* _THE PROBLEM_
Work out how many lines below contain the word "BEIJING". Only the number is wanted.

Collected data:
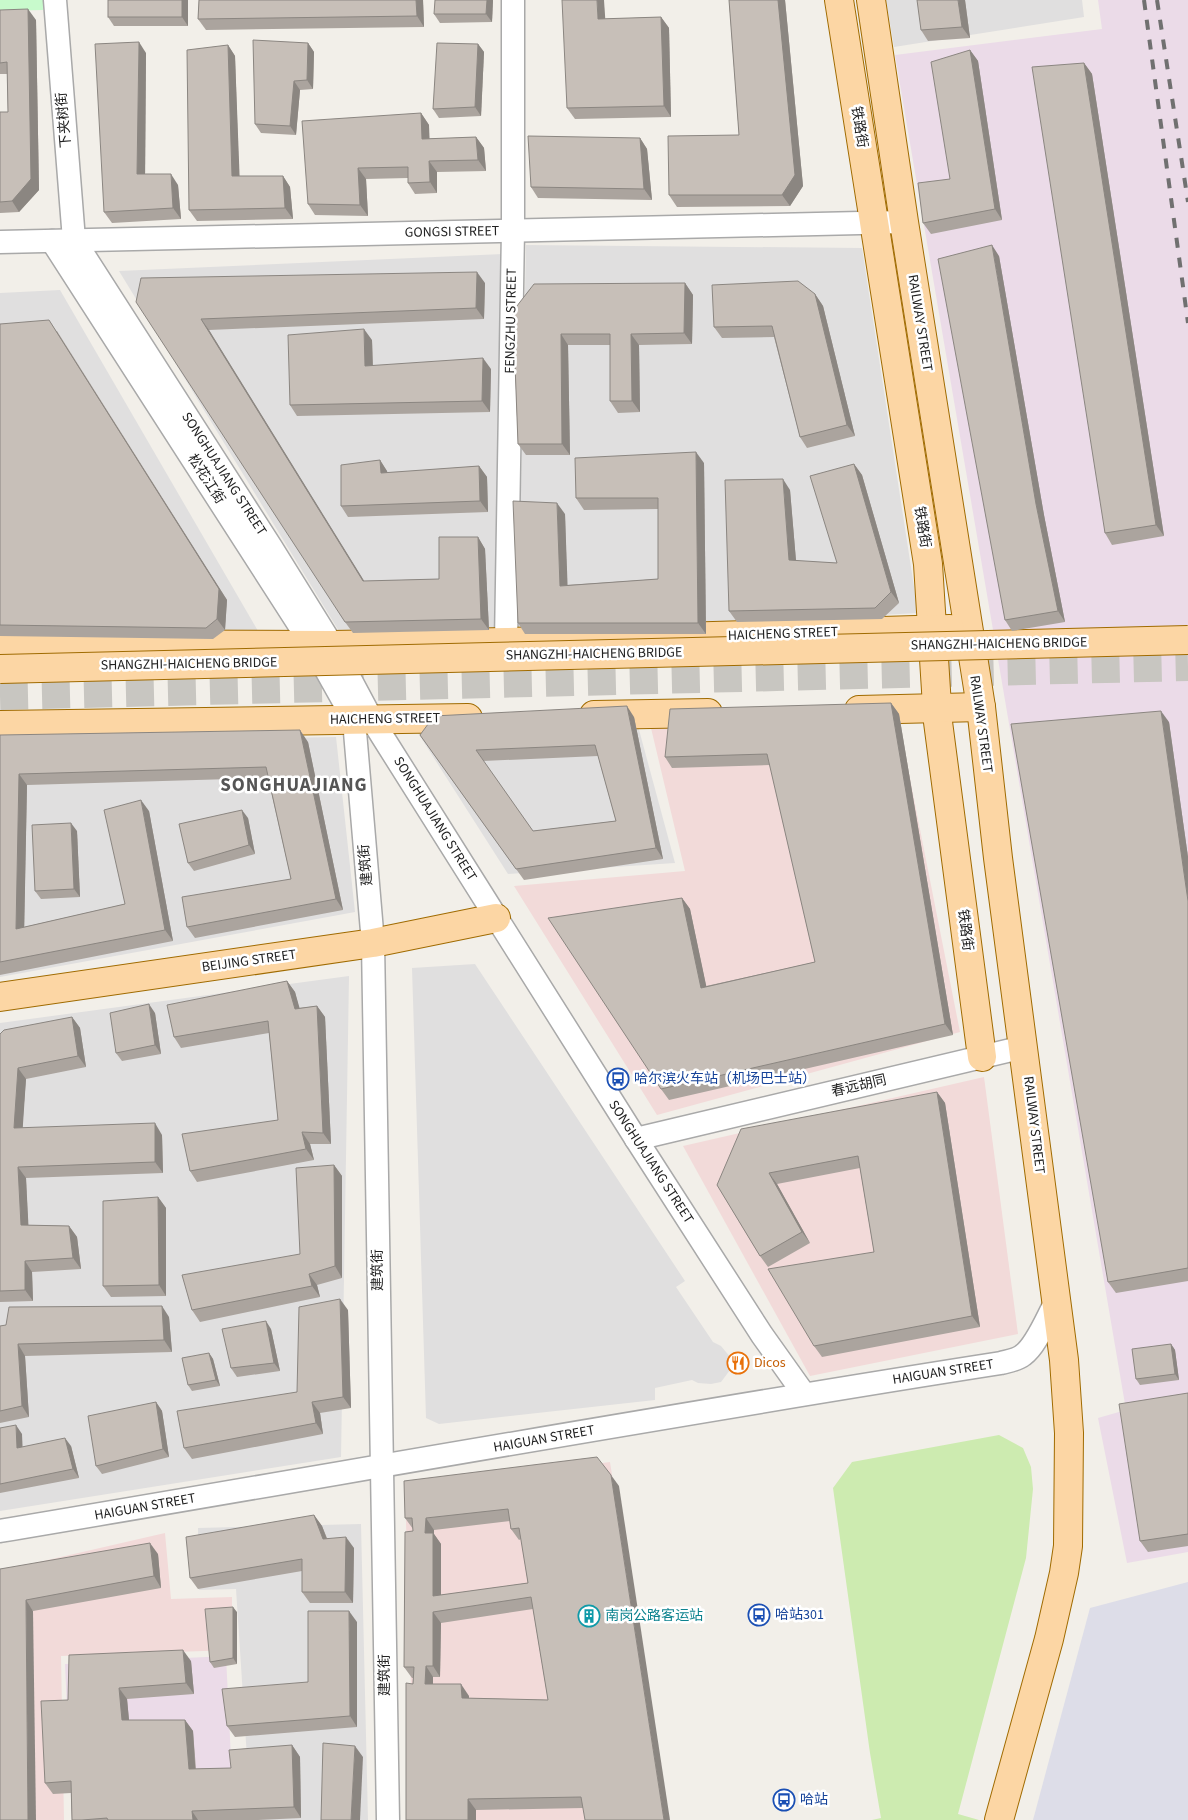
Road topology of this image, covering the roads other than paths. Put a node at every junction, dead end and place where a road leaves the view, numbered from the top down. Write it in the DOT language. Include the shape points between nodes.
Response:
graph roads {
  1 [pos="55,0"];
  2 [pos="513,0"];
  3 [pos="839,0"];
  4 [pos="871,0"];
  5 [pos="874,222"];
  6 [pos="904,222"];
  7 [pos="513,230"];
  8 [pos="62,240"];
  9 [pos="0,242"];
  10 [pos="967,628"];
  11 [pos="932,629"];
  12 [pos="1188,640"];
  13 [pos="506,642"];
  14 [pos="0,644"];
  15 [pos="322,645"];
  16 [pos="0,669"];
  17 [pos="981,707"];
  18 [pos="937,708"];
  19 [pos="838,710"];
  20 [pos="729,712"];
  21 [pos="570,716"];
  22 [pos="491,717"];
  23 [pos="363,720"];
  24 [pos="0,725"];
  25 [pos="496,918"];
  26 [pos="373,943"];
  27 [pos="0,997"];
  28 [pos="1024,1047"];
  29 [pos="982,1057"];
  30 [pos="636,1139"];
  31 [pos="1057,1300"];
  32 [pos="804,1394"];
  33 [pos="382,1467"];
  34 [pos="0,1531"];
  35 [pos="388,1820"];
  36 [pos="999,1820"];
  1 -- 8 [label="street, 下夹树街"];
  2 -- 7 [label="street, FENGZHU STREET"];
  3 -- 5 [label="main road, 铁路街"];
  4 -- 6 [label="main road, RAILWAY STREET"];
  5 -- 6 [label="street, GONGSI STREET"];
  5 -- 7 [label="street, GONGSI STREET"];
  5 -- 11 [label="main road, 铁路街" via="928,564"];
  6 -- 10 [label="main road, RAILWAY STREET"];
  7 -- 8 [label="street, GONGSI STREET"];
  7 -- 13 [label="street, FENGZHU STREET"];
  8 -- 9 [label="street, GONGSI STREET"];
  8 -- 15 [label="street, SONGHUAJIANG STREET" via="266,538"];
  10 -- 11 [label="main road, HAICHENG STREET"];
  10 -- 17 [label="main road, RAILWAY STREET"];
  11 -- 13 [label="main road, HAICHENG STREET"];
  11 -- 18 [label="main road, 铁路街"];
  12 -- 16 [label="main road, SHANGZHI-HAICHENG BRIDGE, bridge"];
  13 -- 15 [label="main road, HAICHENG STREET"];
  14 -- 15 [label="main road, HAICHENG STREET"];
  15 -- 23 [label="street, SONGHUAJIANG STREET"];
  17 -- 18 [label="main road"];
  17 -- 28 [label="main road, RAILWAY STREET"];
  18 -- 19 [label="main road"];
  18 -- 29 [label="main road, 铁路街"];
  20 -- 21 [label="main road"];
  22 -- 23 [label="main road, HAICHENG STREET"];
  23 -- 24 [label="main road, HAICHENG STREET"];
  23 -- 25 [label="street, SONGHUAJIANG STREET"];
  23 -- 26 [label="street, 建筑街"];
  25 -- 26 [label="main road, BEIJING STREET"];
  25 -- 30 [label="street, SONGHUAJIANG STREET"];
  26 -- 27 [label="main road, BEIJING STREET"];
  26 -- 33 [label="street, 建筑街"];
  28 -- 29 [label="street, 春远胡同"];
  28 -- 31 [label="main road, RAILWAY STREET"];
  29 -- 30 [label="street, 春远胡同"];
  30 -- 32 [label="street, SONGHUAJIANG STREET" via="762,1335"];
  31 -- 32 [label="street, HAIGUAN STREET" via="1032,1346 1015,1359"];
  31 -- 36 [label="main road, RAILWAY STREET" via="1069,1433 1068,1546 1049,1639"];
  32 -- 33 [label="street, HAIGUAN STREET"];
  33 -- 34 [label="street, HAIGUAN STREET"];
  33 -- 35 [label="street, 建筑街"];
}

* _RESPONSE_
2